● **ASSIGNMENT**:
Leave out the pictures. Return every record otherwise untouched.
--- RECORD EXTRACTS Enclosed Below ---
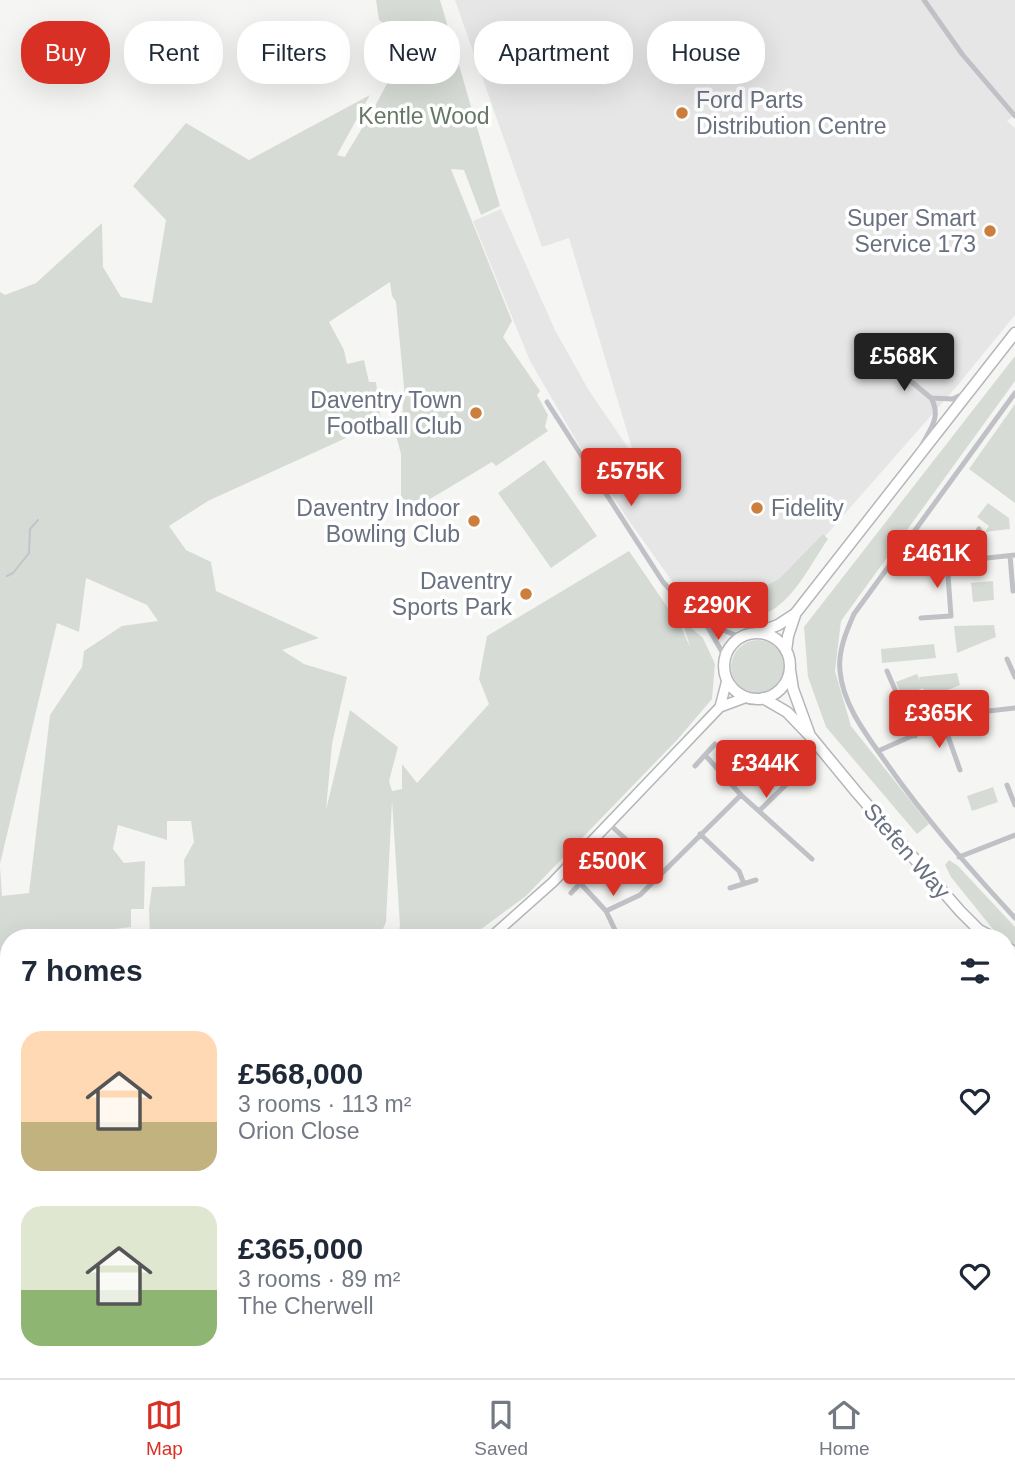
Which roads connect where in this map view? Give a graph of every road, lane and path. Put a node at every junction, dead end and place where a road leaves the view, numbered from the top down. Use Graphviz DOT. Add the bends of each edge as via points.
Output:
graph roads {
  1 [pos="924,0"];
  2 [pos="1015,116"];
  3 [pos="1015,332"];
  4 [pos="895,368"];
  5 [pos="971,389"];
  6 [pos="1015,393"];
  7 [pos="931,398"];
  8 [pos="547,402"];
  9 [pos="914,462"];
  10 [pos="979,529"];
  11 [pos="907,541"];
  12 [pos="1012,556"];
  13 [pos="978,559"];
  14 [pos="947,562"];
  15 [pos="1013,591"];
  16 [pos="795,614"];
  17 [pos="921,618"];
  18 [pos="705,622"];
  19 [pos="756,633"];
  20 [pos="741,637"];
  21 [pos="786,652"];
  22 [pos="725,657"];
  23 [pos="1007,659"];
  24 [pos="790,666"];
  25 [pos="887,671"];
  26 [pos="1015,677"];
  27 [pos="727,680"];
  28 [pos="747,697"];
  29 [pos="763,698"];
  30 [pos="720,707"];
  31 [pos="1015,708"];
  32 [pos="943,722"];
  33 [pos="915,736"];
  34 [pos="811,737"];
  35 [pos="715,744"];
  36 [pos="878,751"];
  37 [pos="705,755"];
  38 [pos="695,766"];
  39 [pos="960,770"];
  40 [pos="796,775"];
  41 [pos="1007,785"];
  42 [pos="741,795"];
  43 [pos="1015,805"];
  44 [pos="758,811"];
  45 [pos="609,824"];
  46 [pos="700,834"];
  47 [pos="1015,835"];
  48 [pos="959,857"];
  49 [pos="812,859"];
  50 [pos="663,872"];
  51 [pos="588,875"];
  52 [pos="756,880"];
  53 [pos="582,884"];
  54 [pos="744,884"];
  55 [pos="730,888"];
  56 [pos="571,892"];
  57 [pos="606,911"];
  58 [pos="1015,918"];
  59 [pos="499,929"];
  60 [pos="615,929"];
  61 [pos="977,929"];
  1 -- 2 [label="street"];
  3 -- 5 [label="highway"];
  4 -- 7 [label="street"];
  5 -- 7 [label="street" via="953,399"];
  5 -- 9 [label="highway"];
  6 -- 11 [label="street"];
  7 -- 9 [label="street" via="936,416"];
  8 -- 18 [label="street" via="663,582"];
  9 -- 16 [label="highway"];
  10 -- 13 [label="street"];
  11 -- 14 [label="street" via="933,561"];
  11 -- 36 [label="street" via="854,614 842,646 840,670 846,696"];
  12 -- 13 [label="street"];
  12 -- 15 [label="street"];
  13 -- 14 [label="street"];
  14 -- 17 [label="street" via="951,616"];
  16 -- 19 [label="highway"];
  16 -- 21 [label="highway"];
  18 -- 20 [label="street"];
  18 -- 22 [label="street"];
  19 -- 20 [label="highway"];
  19 -- 21 [label="highway" via="775,638"];
  20 -- 22 [label="highway"];
  21 -- 24 [label="highway"];
  22 -- 27 [label="highway"];
  23 -- 26 [label="street"];
  24 -- 29 [label="highway" via="783,685"];
  24 -- 34 [label="highway" via="793,689"];
  25 -- 33 [label="street"];
  27 -- 28 [label="highway"];
  27 -- 30 [label="main road"];
  28 -- 29 [label="highway"];
  28 -- 30 [label="main road"];
  29 -- 34 [label="highway, Stefen Way" via="787,712"];
  30 -- 45 [label="main road"];
  31 -- 32 [label="street" via="962,714"];
  32 -- 33 [label="street"];
  32 -- 39 [label="street"];
  33 -- 36 [label="street"];
  34 -- 61 [label="highway, Stefen Way"];
  35 -- 37 [label="street"];
  36 -- 48 [label="street"];
  37 -- 38 [label="street"];
  37 -- 42 [label="street"];
  40 -- 44 [label="street"];
  41 -- 43 [label="street"];
  42 -- 44 [label="street"];
  42 -- 46 [label="street"];
  44 -- 49 [label="street"];
  45 -- 50 [label="street"];
  45 -- 59 [label="main road"];
  46 -- 50 [label="street"];
  46 -- 54 [label="street" via="739,871"];
  47 -- 48 [label="street"];
  48 -- 58 [label="street"];
  50 -- 57 [label="street" via="640,895"];
  51 -- 53 [label="street"];
  52 -- 54 [label="street"];
  53 -- 56 [label="street"];
  53 -- 57 [label="street"];
  54 -- 55 [label="street"];
  57 -- 60 [label="street"];
}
--- End of Enclosed RECORD EXTRACTS ---
● **RESPONSE**:
Which roads connect where in this map view? Give a graph of every road, lane and path. Put a node at every junction, dead end and place where a road leaves the view, numbered from the top down. Use Graphviz DOT. Add the bends of each edge as via points.
Output:
graph roads {
  1 [pos="924,0"];
  2 [pos="1015,116"];
  3 [pos="1015,332"];
  4 [pos="895,368"];
  5 [pos="971,389"];
  6 [pos="1015,393"];
  7 [pos="931,398"];
  8 [pos="547,402"];
  9 [pos="914,462"];
  10 [pos="979,529"];
  11 [pos="907,541"];
  12 [pos="1012,556"];
  13 [pos="978,559"];
  14 [pos="947,562"];
  15 [pos="1013,591"];
  16 [pos="795,614"];
  17 [pos="921,618"];
  18 [pos="705,622"];
  19 [pos="756,633"];
  20 [pos="741,637"];
  21 [pos="786,652"];
  22 [pos="725,657"];
  23 [pos="1007,659"];
  24 [pos="790,666"];
  25 [pos="887,671"];
  26 [pos="1015,677"];
  27 [pos="727,680"];
  28 [pos="747,697"];
  29 [pos="763,698"];
  30 [pos="720,707"];
  31 [pos="1015,708"];
  32 [pos="943,722"];
  33 [pos="915,736"];
  34 [pos="811,737"];
  35 [pos="715,744"];
  36 [pos="878,751"];
  37 [pos="705,755"];
  38 [pos="695,766"];
  39 [pos="960,770"];
  40 [pos="796,775"];
  41 [pos="1007,785"];
  42 [pos="741,795"];
  43 [pos="1015,805"];
  44 [pos="758,811"];
  45 [pos="609,824"];
  46 [pos="700,834"];
  47 [pos="1015,835"];
  48 [pos="959,857"];
  49 [pos="812,859"];
  50 [pos="663,872"];
  51 [pos="588,875"];
  52 [pos="756,880"];
  53 [pos="582,884"];
  54 [pos="744,884"];
  55 [pos="730,888"];
  56 [pos="571,892"];
  57 [pos="606,911"];
  58 [pos="1015,918"];
  59 [pos="499,929"];
  60 [pos="615,929"];
  61 [pos="977,929"];
  1 -- 2 [label="street"];
  3 -- 5 [label="highway"];
  4 -- 7 [label="street"];
  5 -- 7 [label="street" via="953,399"];
  5 -- 9 [label="highway"];
  6 -- 11 [label="street"];
  7 -- 9 [label="street" via="936,416"];
  8 -- 18 [label="street" via="663,582"];
  9 -- 16 [label="highway"];
  10 -- 13 [label="street"];
  11 -- 14 [label="street" via="933,561"];
  11 -- 36 [label="street" via="854,614 842,646 840,670 846,696"];
  12 -- 13 [label="street"];
  12 -- 15 [label="street"];
  13 -- 14 [label="street"];
  14 -- 17 [label="street" via="951,616"];
  16 -- 19 [label="highway"];
  16 -- 21 [label="highway"];
  18 -- 20 [label="street"];
  18 -- 22 [label="street"];
  19 -- 20 [label="highway"];
  19 -- 21 [label="highway" via="775,638"];
  20 -- 22 [label="highway"];
  21 -- 24 [label="highway"];
  22 -- 27 [label="highway"];
  23 -- 26 [label="street"];
  24 -- 29 [label="highway" via="783,685"];
  24 -- 34 [label="highway" via="793,689"];
  25 -- 33 [label="street"];
  27 -- 28 [label="highway"];
  27 -- 30 [label="main road"];
  28 -- 29 [label="highway"];
  28 -- 30 [label="main road"];
  29 -- 34 [label="highway, Stefen Way" via="787,712"];
  30 -- 45 [label="main road"];
  31 -- 32 [label="street" via="962,714"];
  32 -- 33 [label="street"];
  32 -- 39 [label="street"];
  33 -- 36 [label="street"];
  34 -- 61 [label="highway, Stefen Way"];
  35 -- 37 [label="street"];
  36 -- 48 [label="street"];
  37 -- 38 [label="street"];
  37 -- 42 [label="street"];
  40 -- 44 [label="street"];
  41 -- 43 [label="street"];
  42 -- 44 [label="street"];
  42 -- 46 [label="street"];
  44 -- 49 [label="street"];
  45 -- 50 [label="street"];
  45 -- 59 [label="main road"];
  46 -- 50 [label="street"];
  46 -- 54 [label="street" via="739,871"];
  47 -- 48 [label="street"];
  48 -- 58 [label="street"];
  50 -- 57 [label="street" via="640,895"];
  51 -- 53 [label="street"];
  52 -- 54 [label="street"];
  53 -- 56 [label="street"];
  53 -- 57 [label="street"];
  54 -- 55 [label="street"];
  57 -- 60 [label="street"];
}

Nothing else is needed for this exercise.